Channel 008-00 is KNOE channel 8 out of Monroe Louisiana CBS affiliate.
Temperature should not be a issue as 622 is sitting on top of TV by itself; nothing around it. Room temperature never gets above 75 f
Temperatures as we speak
HDD HIGH TEMP 125 f
HDD LOW TEMP 77 f
HDD AVERAGE TEMP. 102 f
Thanks


----------



## Mark Lamutt (Mar 24, 2002)

Smackman, what non-mapped dish channel is KNOE? Probably somewhere in the 8000's or possibly the 7000's? What satellite and transponder does it come from (tune to the channel and then pull up the Point Dish screen).


----------



## Ron Barry (Dec 10, 2002)

smackman said:


> Channel 008-00 is KNOE channel 8 out of Monroe Louisiana CBS affiliate.
> Temperature should not be a issue as 622 is sitting on top of TV by itself; nothing around it. Room temperature never gets above 75 f
> Temperatures as we speak
> HDD HIGH TEMP 125 f
> ...


Your temperatures do not seem way out of wack. Should be interesting to see the results of Mark's question. I suggest watching it for a few to see if the signal is pretty stable.


----------



## smackman (Sep 19, 2006)

Mark Lamutt said:


> Smackman, what non-mapped dish channel is KNOE? Probably somewhere in the 8000's or possibly the 7000's? What satellite and transponder does it come from (tune to the channel and then pull up the Point Dish screen).

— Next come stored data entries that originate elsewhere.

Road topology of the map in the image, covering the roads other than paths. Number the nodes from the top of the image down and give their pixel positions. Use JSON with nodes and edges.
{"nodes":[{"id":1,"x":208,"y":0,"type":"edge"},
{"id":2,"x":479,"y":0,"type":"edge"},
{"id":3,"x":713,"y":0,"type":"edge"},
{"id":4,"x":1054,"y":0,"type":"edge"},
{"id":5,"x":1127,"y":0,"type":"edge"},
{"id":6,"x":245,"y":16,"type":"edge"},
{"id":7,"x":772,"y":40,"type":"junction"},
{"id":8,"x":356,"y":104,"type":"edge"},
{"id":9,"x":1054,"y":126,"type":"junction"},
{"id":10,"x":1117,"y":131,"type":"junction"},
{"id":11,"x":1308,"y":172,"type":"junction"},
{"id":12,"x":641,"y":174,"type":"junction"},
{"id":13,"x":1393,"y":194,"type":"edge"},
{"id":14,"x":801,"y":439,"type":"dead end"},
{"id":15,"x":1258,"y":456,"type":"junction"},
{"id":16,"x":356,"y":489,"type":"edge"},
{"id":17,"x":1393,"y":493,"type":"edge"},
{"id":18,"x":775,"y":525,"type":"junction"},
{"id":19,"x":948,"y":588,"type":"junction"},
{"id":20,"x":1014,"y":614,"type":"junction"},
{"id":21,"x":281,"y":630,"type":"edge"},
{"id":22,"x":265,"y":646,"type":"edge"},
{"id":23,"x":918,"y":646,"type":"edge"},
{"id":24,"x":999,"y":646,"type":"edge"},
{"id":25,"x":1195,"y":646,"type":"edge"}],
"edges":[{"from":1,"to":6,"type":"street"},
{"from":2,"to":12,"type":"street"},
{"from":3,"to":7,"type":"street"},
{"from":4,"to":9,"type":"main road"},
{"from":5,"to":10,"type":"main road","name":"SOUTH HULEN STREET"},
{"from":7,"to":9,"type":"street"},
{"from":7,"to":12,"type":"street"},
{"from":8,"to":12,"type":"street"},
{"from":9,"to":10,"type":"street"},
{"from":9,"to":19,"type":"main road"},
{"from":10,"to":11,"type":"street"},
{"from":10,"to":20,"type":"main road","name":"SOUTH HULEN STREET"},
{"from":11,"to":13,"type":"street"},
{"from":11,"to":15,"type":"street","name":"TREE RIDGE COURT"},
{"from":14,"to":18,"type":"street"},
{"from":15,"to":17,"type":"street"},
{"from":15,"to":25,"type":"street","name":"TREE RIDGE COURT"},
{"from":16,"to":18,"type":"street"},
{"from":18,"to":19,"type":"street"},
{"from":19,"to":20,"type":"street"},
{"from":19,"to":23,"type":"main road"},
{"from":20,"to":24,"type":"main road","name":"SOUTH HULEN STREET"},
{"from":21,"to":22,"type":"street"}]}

Channel 008-00 is satellite 110 transponder 27

I also receive this channel on Channel 7810 still on satellite 110 transponder 27. My locals package are listed under Monroe,Louisiana.

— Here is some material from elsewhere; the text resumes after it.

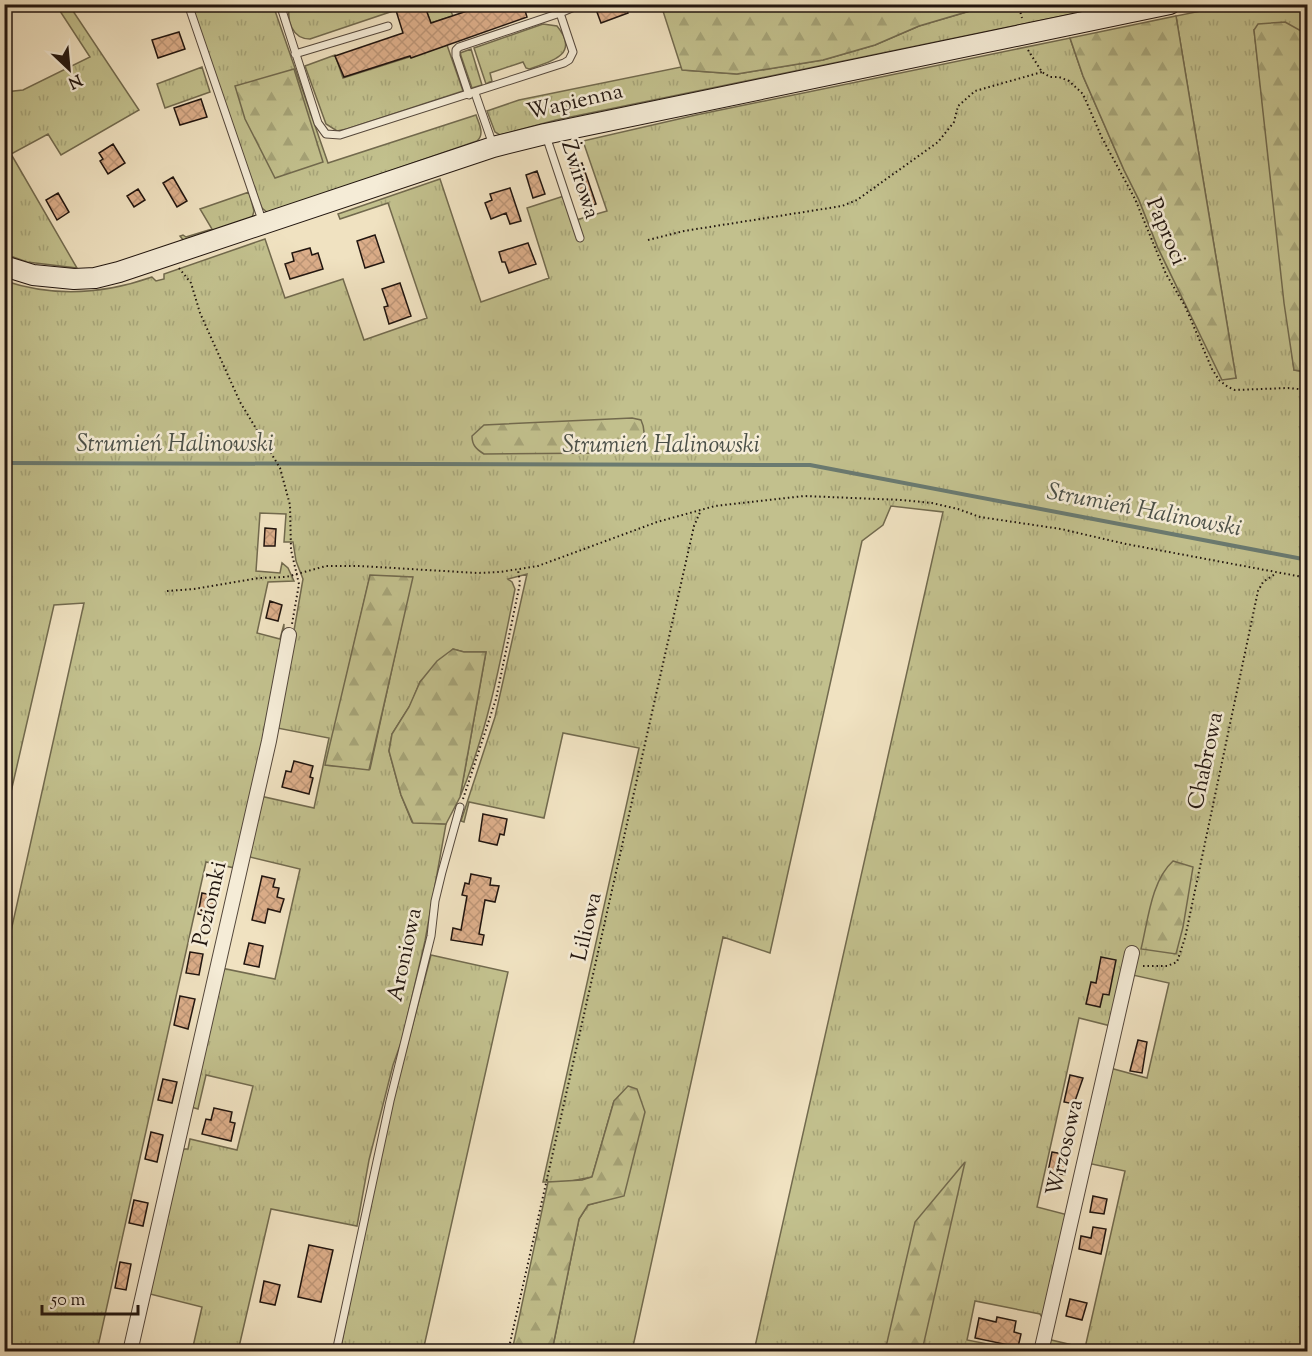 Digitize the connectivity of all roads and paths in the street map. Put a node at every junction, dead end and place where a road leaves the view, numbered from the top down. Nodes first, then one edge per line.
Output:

When I first subscribed to my locals, It transmitted off satellite 105 via superdish. Approx. 6 months later it was moved to satellite 110. I receive my locals on two different sets of channels but its always been like this since the move of my locals to satellite 110 approx. 2 years ago. I have been with Dish for 5+ years. My receiver was a legacy 4900 until I upgraded to HD approx. 2 weeks ago. I have never had a problem with this channel or any channels until the 622 was installed. I have a superdish for 110 ,119. 
Ihave a dish 500 for satellite 129 all coming thru a DP34 switch then to receiver. My signal strength is usually 100+ for sat. 110 and 119. Sat. 129 is generally around 90 to 100. Thanks for help.


----------



## Mark Lamutt (Mar 24, 2002)

Shoot, that's on a spotbeam most likely. I was hoping to be able to pick it up myself to test, but that won't be possible most likely. On to plan B. I've reported your problem through the beta channels. Smackman, please PM or email me your name, email address and phone number if someone from beta or engineering wants to talk to you directly about it.


----------



## Rovingbar (Jan 25, 2005)

Could this be a power surge through the phone line? Maybe the result of some unusual grounding issue. It doesn't explain why you have problems with only one station, but it might explain a shutdown. Do you run the phone line through a surge supressor?

Jeff


----------



## smackman (Sep 19, 2006)

I do have DSL but have filters installed. I disabled the Caller ID on 622 and so far no more "reboots". Now this is with approx. 40 hours runtime so we will see! I am thinking of changing DSL filter or doubling up on filter. Anyway I love my HD; It eventually will be resolved. I am willing to put up with minor issues for a period of time. HDMI hookup SO FAR not a issue. I have a support system on HDMI cable to keep weight off connector on receiver. HDMI is much better picture and sound than component.


----------